I personally only use stock springs in all my Glocks, and spend the money saved on practice ammo and gas for range trips.

10 Posts
Somewhat of a newbie to the site but I could not help it when I read the thread, even if it is an old, old thread.. I have a G34. Set up for competition. Different trigger spring, firing pin spring, firing pin safety spring and a different recoil/action spring. Polished. Deburred. I shoot 147 gr Berrys plated bullets with a 13# action/recoil spring. Too slick and too dangerous to carry but it ain't failed to go bang for a lot of rounds.
If you, like all the rest, are shooting factory loads 115gr or 124grs, the only thing I would suggest to try would be a 13# recoil spring.
When a semi is fired, muzzle flip is attributed to over coming the strong recoil spring. With a light spring resistance is really met when the spring is almost compressed. In reality, the recoil spring's main function is to return the slide to battery. The other springs I have changed affect the trigger pull.
Try it and report.

494 Posts
Let's breathe some new life into this one -

It's not, at all, uncommon for an experienced Glock pistolero to use an assortment of different recoil springs. I keep 3 different weights for each of the Glocks I own. -1# down, standard issue, and +1# up. This accomplishes several things for me:

1. I'm able to increase or decrease the amount of perceived (controllable) recoil I experience. A fast pistolero, who's concerned about his split times, will tend to go lower on recoil spring weight - Often significantly lower than standard.

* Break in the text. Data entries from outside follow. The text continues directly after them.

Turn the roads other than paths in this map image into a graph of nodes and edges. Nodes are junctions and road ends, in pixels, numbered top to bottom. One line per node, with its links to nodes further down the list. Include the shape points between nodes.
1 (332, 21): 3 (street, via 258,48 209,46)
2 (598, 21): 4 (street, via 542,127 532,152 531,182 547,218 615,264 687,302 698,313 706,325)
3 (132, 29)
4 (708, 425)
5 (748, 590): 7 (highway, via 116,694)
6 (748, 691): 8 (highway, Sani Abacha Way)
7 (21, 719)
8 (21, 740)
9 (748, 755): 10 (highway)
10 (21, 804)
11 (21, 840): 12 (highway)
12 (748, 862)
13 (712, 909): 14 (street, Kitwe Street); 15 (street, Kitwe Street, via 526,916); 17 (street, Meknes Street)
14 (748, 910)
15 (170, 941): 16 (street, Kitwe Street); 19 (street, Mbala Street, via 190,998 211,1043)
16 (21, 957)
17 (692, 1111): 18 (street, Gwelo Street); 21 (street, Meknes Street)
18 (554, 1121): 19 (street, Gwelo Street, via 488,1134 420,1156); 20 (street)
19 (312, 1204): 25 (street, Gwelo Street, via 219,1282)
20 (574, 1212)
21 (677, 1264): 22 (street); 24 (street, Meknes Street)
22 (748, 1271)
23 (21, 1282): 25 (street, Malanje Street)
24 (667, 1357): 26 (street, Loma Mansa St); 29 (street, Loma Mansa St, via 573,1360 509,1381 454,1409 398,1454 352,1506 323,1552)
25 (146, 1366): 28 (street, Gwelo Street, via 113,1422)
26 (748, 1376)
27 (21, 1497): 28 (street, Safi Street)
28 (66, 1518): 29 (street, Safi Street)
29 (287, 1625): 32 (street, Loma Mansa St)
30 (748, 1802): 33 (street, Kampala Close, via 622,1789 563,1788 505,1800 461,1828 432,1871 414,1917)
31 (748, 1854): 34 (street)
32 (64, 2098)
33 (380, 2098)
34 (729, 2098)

Why? Because his slide will travel faster, his muzzle will flip less, and his front sight will be more quickly recovered.

2. Most pistol shooters will opt for a heavier recoil spring in order to experience a different, but similar, result. The split time between shots will be longer; and the muzzle rise will be greater; however, the actual recoil impulse, itself, will seem more manageable.

There's, also, the matter of what brand of ammunition you are using? If you're getting your ammo from Wal-Mart a -1# spring might be the most appropriate to use. If you're using Israeli or European ammo, then, using a heavier recoil spring is going to be a lot easier on the gun.

Recently, it's amused me to notice that one of the common, 'quick fixes' for the feeding problems with Glock's new 4th generation pistols is to recommend going significantly lighter on the recoil spring.

I've seen recommendations from knowledgeable Glock gunmen as low as -5#'s. (Yeah! I guess that would cycle anybody's pistol, huh.)